ACTA ENDOCRINOLOGICA-BUCHAREST 2018;
14:66-75. [PMID:
31149238 DOI:
10.4183/aeb.2018.66]
[Citation(s) in RCA: 7] [Impact Index Per Article: 1.0] [Reference Citation Analysis] [Abstract] [Key Words] [Track Full Text] [Subscribe] [Scholar Register] [Indexed: 11/20/2022]
Abstract
Context
Clinical studies demonstrated erythrocyte deformability (ED) is impaired in diabetic patients and described the correlations between HbA1c and ED. Few studies further investigated what an exact elevated HbA1c level linked to the impairment of ED in diabetes.
Objective
This study was to determine a cut-off point of HbA1c level leading to the impairment of ED in patients with diabetes.
Design
This was a retrospective observational study. ROC curve analysis was used to determine an optimal cut-off value of HbA1c for the increasing HSRV.
Subjects and Methods
In this study, 300 type 2 diabetic patients were enrolled. The whole blood viscosity was measured.
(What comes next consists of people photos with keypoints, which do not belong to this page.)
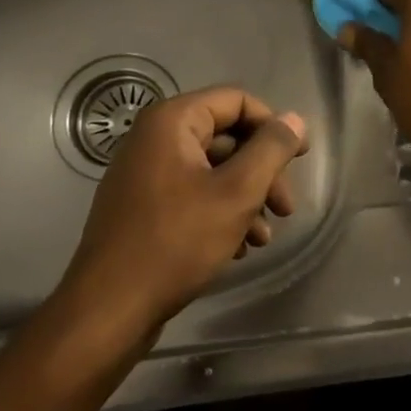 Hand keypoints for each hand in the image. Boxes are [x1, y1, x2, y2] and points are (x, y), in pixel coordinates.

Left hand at [62, 86, 307, 336]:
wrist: (110, 308)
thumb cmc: (177, 241)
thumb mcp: (237, 192)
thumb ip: (271, 150)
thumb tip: (294, 120)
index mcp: (172, 122)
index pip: (237, 101)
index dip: (273, 126)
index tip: (300, 159)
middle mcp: (154, 138)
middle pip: (227, 137)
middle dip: (263, 172)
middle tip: (286, 208)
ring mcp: (145, 174)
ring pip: (213, 171)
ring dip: (247, 198)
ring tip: (264, 237)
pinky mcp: (143, 207)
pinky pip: (193, 194)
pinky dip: (221, 213)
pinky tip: (239, 247) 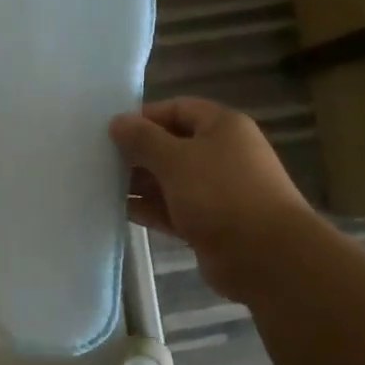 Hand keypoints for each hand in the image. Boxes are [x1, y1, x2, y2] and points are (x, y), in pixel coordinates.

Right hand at [110, 97, 309, 300]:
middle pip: (172, 145)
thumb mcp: (175, 159)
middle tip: (99, 158)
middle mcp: (222, 154)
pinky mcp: (210, 223)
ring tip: (101, 184)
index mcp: (223, 127)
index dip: (144, 117)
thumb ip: (142, 139)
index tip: (111, 130)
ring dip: (140, 182)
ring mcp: (217, 191)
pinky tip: (120, 209)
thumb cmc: (220, 194)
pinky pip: (173, 209)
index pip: (178, 108)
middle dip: (138, 152)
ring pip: (171, 180)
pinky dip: (150, 208)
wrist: (265, 256)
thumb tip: (117, 122) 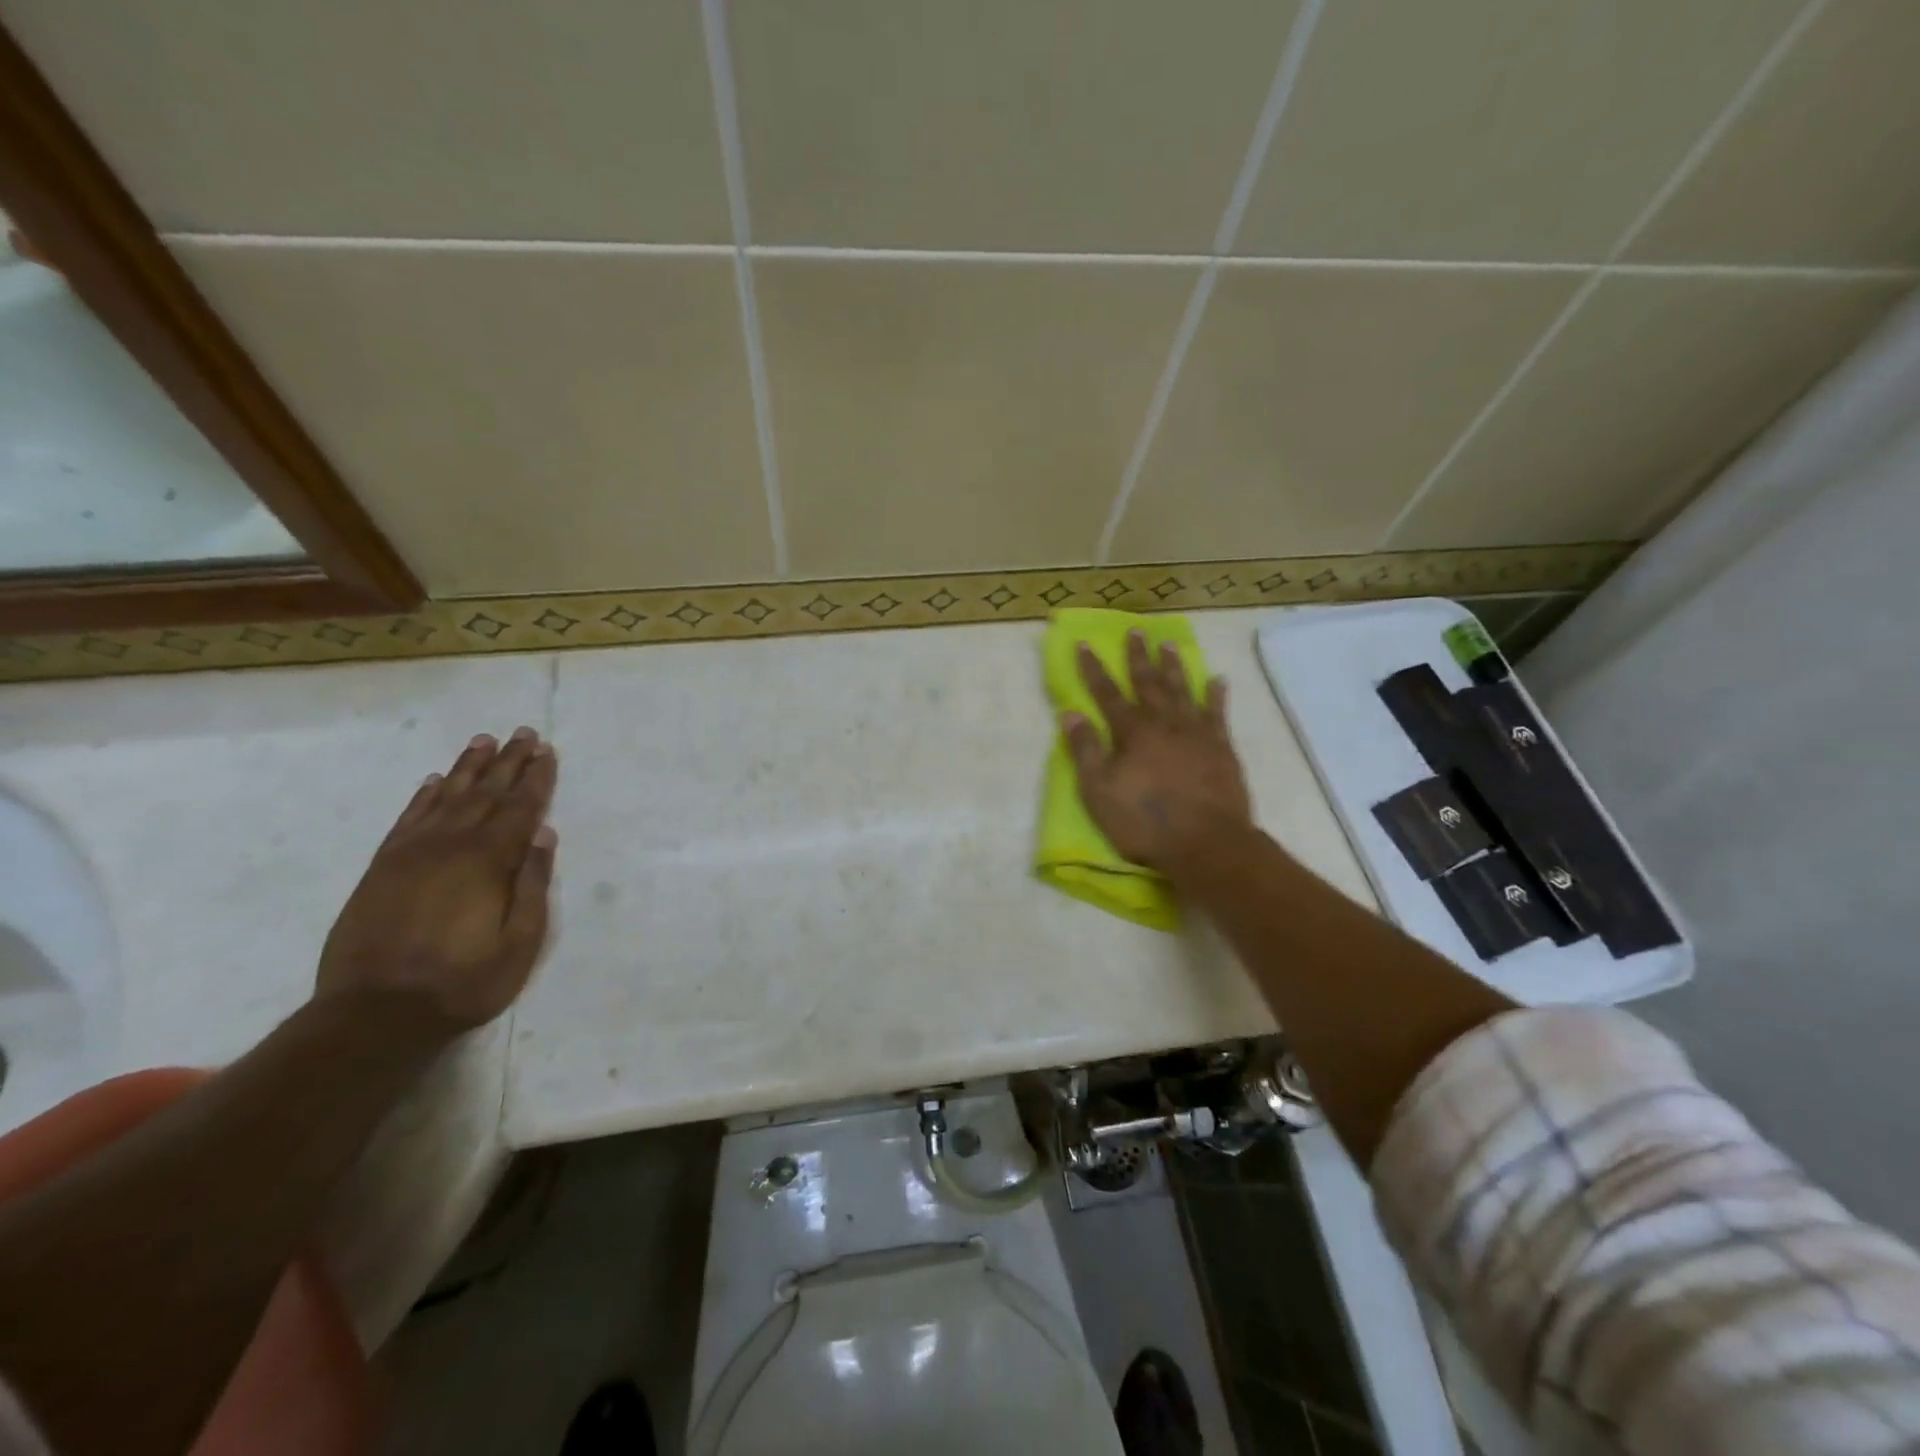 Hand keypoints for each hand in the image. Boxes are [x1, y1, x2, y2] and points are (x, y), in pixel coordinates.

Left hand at [316, 727, 558, 1039]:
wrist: (374, 1014)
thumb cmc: (463, 982)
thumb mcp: (520, 942)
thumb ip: (532, 885)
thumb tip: (543, 835)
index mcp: (487, 862)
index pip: (520, 809)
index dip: (536, 779)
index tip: (547, 751)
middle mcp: (449, 846)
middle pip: (485, 793)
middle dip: (508, 762)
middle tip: (524, 733)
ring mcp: (410, 854)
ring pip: (445, 797)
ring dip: (467, 768)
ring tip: (484, 741)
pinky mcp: (381, 868)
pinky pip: (407, 819)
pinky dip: (423, 796)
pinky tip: (434, 781)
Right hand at [1062, 631, 1252, 878]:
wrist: (1206, 843)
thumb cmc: (1145, 822)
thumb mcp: (1099, 791)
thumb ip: (1085, 750)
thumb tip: (1069, 714)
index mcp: (1132, 733)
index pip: (1107, 694)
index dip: (1094, 670)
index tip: (1085, 645)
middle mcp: (1164, 723)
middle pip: (1148, 683)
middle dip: (1138, 657)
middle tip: (1136, 630)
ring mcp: (1197, 734)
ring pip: (1182, 690)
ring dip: (1174, 667)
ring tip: (1169, 644)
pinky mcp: (1222, 749)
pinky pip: (1218, 714)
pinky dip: (1215, 695)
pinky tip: (1216, 680) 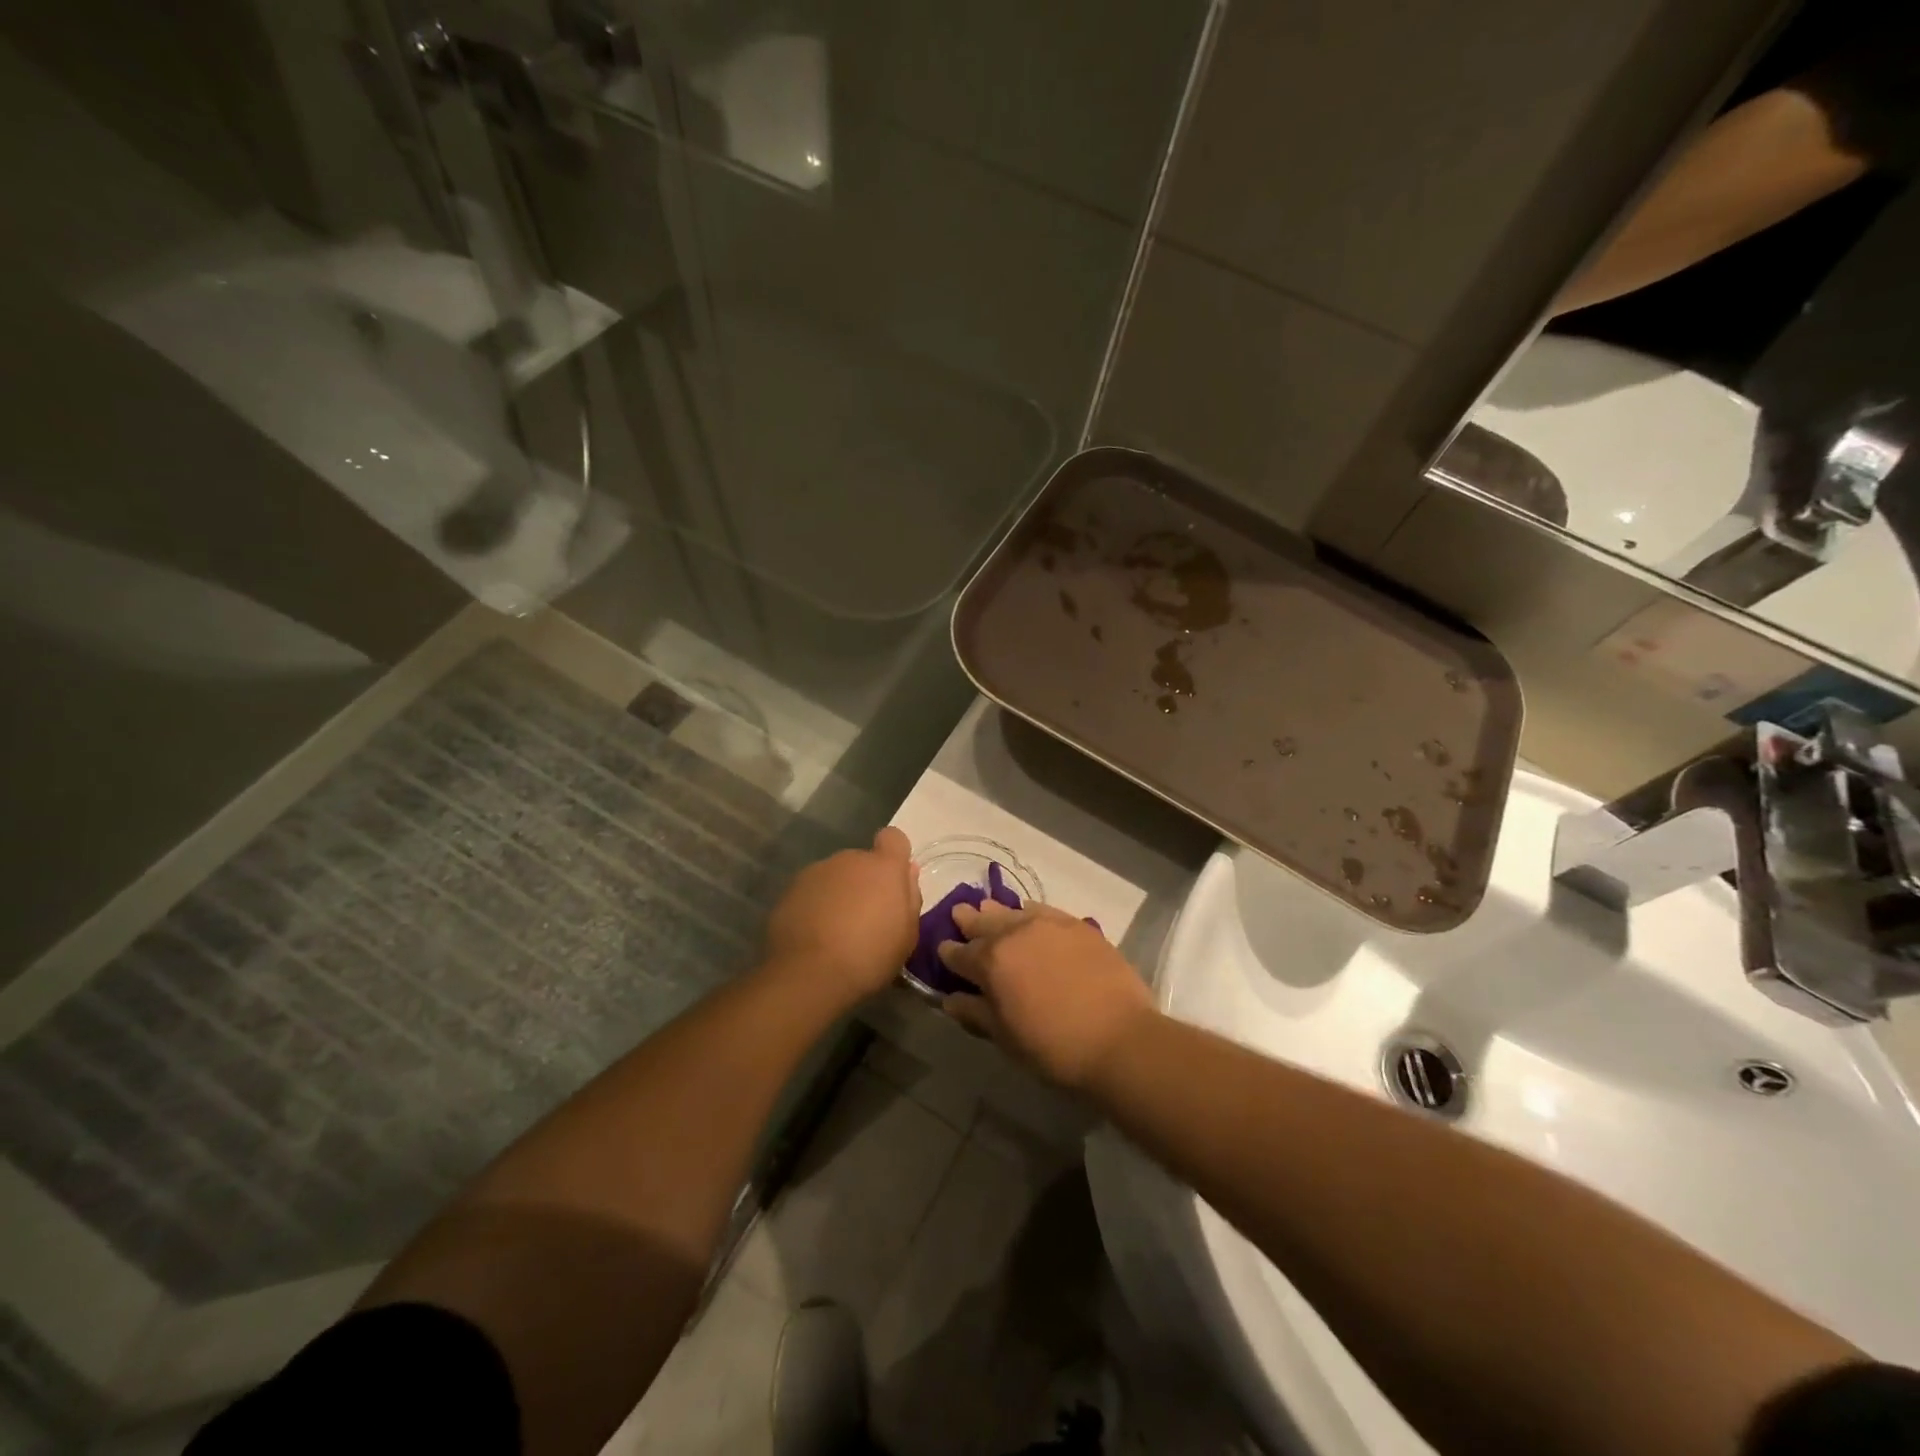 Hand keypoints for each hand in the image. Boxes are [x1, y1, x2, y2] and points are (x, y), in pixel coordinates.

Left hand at [762, 827, 921, 1006]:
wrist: (809, 974)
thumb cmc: (869, 956)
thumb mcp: (907, 935)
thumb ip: (910, 896)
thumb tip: (908, 871)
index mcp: (883, 867)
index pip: (893, 838)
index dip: (894, 855)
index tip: (892, 881)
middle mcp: (849, 860)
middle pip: (862, 861)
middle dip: (865, 882)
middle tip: (865, 918)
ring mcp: (816, 872)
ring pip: (835, 876)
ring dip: (839, 894)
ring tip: (836, 931)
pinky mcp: (790, 889)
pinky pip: (812, 891)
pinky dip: (815, 906)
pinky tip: (813, 935)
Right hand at [937, 902, 1154, 1089]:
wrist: (1119, 1038)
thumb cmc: (1054, 1046)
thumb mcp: (1006, 1037)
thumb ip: (975, 1013)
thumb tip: (949, 999)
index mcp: (991, 961)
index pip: (960, 954)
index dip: (949, 954)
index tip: (944, 952)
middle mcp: (1015, 933)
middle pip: (984, 922)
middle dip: (969, 921)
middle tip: (959, 915)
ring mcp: (1048, 924)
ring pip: (1013, 911)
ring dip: (997, 912)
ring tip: (988, 909)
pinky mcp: (1077, 925)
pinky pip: (1043, 910)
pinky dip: (1030, 911)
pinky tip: (1028, 912) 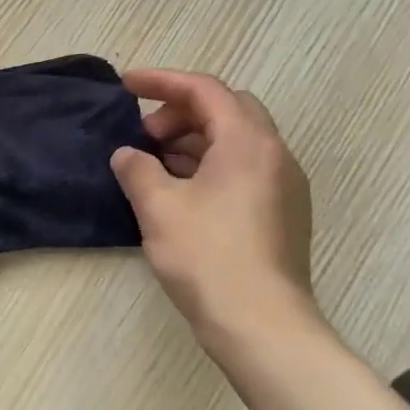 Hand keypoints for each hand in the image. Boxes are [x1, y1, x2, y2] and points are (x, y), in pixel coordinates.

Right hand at [110, 68, 321, 347]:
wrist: (263, 328)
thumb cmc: (208, 257)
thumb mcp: (159, 207)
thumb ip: (137, 168)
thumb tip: (128, 155)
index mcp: (247, 142)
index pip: (204, 89)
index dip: (161, 81)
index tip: (125, 86)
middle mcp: (274, 154)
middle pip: (225, 109)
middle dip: (180, 111)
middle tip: (145, 135)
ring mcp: (284, 186)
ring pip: (235, 141)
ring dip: (193, 140)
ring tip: (154, 165)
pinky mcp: (282, 214)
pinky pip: (243, 169)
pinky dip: (209, 165)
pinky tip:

High shear reductive viscosity (HSRV) was used to indirectly estimate ED. Based on the obtained cut-off value and glycemic control criteria for HbA1c, we divided all the cases into different groups to further confirm the accuracy of the cut-off value.
Results
In 300 patients, ROC curve illustrated that 9.05% was the optimal cut-off value as a predictor of the increasing HSRV. And higher odds ratio (OR) for significant decrease in ED was seen in the patients with HbA1c >9.05% compared to those with HbA1c≤9.05% (OR: 3.78, 95% CI: 2.08-6.87). HSRV increased significantly in patients with HbA1c level >9.05% in comparison to patients with HbA1c levels <6.5% between 6.5 and 8.0% and between 8.0 and 9.05%.
Conclusion
ED decreased significantly in diabetic patients as soon as HbA1c level was higher than 9.05%.